JOEL PIZZINI, EXCLUSIVO PARA O PLANETA TELA, FALA SOBRE “ANABAZYS”.

Co-diretor, ao lado de Paloma Rocha, do documentário “Anabazys” (leia crítica neste site), o cineasta Joel Pizzini conversa com o Planeta Tela sobre o processo criativo de Glauber, e fala de seus planos para continuar a documentar a gigantesca obra do cineasta.

PLANETA TLEA – O que significa a palavra Anabazys e porque vc. opta por não explicá-la durante o filme?
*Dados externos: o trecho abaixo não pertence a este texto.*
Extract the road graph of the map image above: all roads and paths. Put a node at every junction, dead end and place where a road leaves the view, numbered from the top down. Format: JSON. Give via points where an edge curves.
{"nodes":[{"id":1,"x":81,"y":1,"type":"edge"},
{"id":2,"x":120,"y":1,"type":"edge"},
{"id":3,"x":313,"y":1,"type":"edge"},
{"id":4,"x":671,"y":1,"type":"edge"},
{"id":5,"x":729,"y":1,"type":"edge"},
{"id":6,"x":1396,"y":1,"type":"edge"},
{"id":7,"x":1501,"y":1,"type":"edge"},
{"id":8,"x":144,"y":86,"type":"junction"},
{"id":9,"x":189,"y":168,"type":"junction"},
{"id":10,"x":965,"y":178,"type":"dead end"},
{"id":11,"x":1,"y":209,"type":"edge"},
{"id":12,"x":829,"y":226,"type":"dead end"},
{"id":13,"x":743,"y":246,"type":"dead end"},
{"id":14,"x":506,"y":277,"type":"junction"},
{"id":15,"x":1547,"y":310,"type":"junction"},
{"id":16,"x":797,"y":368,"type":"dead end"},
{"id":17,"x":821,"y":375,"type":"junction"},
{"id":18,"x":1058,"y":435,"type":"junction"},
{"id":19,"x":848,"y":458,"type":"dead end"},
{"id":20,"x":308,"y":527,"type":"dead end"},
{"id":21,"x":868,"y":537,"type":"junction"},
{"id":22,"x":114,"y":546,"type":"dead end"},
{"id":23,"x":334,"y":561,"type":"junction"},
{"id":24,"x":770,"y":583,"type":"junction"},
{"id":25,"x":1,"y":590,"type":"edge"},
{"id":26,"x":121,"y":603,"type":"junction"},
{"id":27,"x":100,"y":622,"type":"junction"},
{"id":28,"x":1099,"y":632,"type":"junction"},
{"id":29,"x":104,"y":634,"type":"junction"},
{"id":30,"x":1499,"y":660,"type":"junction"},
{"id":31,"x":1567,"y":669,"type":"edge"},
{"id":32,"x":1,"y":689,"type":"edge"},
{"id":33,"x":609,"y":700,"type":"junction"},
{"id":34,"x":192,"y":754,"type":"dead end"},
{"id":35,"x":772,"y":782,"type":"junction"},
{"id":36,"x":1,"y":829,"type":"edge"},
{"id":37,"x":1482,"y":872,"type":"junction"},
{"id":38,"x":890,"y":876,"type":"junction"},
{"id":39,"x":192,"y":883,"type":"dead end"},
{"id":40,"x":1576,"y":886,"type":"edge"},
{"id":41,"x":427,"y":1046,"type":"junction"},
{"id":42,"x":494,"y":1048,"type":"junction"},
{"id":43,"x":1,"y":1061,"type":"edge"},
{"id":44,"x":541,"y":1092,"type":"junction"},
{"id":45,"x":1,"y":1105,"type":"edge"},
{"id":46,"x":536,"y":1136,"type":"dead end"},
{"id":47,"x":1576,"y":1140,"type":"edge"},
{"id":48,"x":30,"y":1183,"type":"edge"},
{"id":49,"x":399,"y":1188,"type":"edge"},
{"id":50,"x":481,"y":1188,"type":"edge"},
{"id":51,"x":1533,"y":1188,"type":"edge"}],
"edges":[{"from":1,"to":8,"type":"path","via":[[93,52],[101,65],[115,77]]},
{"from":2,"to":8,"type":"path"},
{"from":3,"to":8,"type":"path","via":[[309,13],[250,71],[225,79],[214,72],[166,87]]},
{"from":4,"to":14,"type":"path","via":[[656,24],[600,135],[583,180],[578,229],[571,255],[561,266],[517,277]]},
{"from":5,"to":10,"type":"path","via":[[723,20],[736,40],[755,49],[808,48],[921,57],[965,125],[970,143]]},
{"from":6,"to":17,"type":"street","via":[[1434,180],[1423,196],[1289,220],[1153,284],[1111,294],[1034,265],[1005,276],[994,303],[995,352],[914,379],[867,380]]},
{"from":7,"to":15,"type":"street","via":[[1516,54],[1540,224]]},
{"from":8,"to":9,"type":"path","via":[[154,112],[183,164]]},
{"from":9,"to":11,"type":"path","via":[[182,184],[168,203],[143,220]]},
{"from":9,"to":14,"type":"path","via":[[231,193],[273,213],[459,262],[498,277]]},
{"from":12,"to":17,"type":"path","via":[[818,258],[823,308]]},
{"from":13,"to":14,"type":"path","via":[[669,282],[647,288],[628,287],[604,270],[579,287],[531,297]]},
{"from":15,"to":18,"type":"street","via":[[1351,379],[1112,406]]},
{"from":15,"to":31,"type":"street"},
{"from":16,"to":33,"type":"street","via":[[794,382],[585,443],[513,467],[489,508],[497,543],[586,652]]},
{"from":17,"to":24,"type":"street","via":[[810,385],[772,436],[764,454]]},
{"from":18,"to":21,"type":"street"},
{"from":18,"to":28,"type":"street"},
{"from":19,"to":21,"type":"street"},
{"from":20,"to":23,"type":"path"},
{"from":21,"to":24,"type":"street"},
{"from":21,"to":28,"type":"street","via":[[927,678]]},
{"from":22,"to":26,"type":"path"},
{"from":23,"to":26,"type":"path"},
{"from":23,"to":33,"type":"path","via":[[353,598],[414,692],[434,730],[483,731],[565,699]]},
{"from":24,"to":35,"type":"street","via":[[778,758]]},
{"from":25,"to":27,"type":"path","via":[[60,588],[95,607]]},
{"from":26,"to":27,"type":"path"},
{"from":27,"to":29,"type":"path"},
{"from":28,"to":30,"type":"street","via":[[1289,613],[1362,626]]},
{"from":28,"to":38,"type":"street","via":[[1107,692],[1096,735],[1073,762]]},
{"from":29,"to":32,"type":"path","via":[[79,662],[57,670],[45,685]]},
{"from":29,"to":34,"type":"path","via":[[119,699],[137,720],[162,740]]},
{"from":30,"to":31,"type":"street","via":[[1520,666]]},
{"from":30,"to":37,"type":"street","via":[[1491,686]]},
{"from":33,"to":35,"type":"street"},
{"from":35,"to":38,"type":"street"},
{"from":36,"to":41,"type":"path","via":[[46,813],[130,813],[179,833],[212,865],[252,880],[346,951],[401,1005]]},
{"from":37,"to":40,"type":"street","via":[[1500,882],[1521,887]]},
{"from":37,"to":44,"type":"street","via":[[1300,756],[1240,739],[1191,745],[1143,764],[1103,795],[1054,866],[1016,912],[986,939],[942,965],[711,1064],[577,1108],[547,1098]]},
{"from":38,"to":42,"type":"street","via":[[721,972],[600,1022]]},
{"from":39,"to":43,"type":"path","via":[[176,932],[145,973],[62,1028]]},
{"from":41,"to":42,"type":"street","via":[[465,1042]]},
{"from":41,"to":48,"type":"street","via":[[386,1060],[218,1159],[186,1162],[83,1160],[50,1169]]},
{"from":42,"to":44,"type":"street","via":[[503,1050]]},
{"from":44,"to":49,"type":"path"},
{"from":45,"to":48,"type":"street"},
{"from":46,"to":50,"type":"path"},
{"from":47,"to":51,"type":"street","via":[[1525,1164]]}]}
JOEL PIZZINI – “Anabazys” é o nome de uma das versões do roteiro de “A Idade da Terra” e vem do grego clássico, podendo a palavra significar “ascensão” e conforme a mitologia, diz respeito a uma reportagem de guerra de Xenofonte que quer dizer “marcha rumo ao interior de um país” e também na música “anábasis” se refere a “linhas melódicas ascendentes”. Todas essas definições são aplicáveis a obra de Glauber. O diferencial é que acrescentamos o Z e o Y, que tem a ver com a nomenclatura que ele adotou na sua linguagem escrita. Decidimos não explicar no filme a gênese do termo, para manter o caráter enigmático do filme e do universo transfigurado.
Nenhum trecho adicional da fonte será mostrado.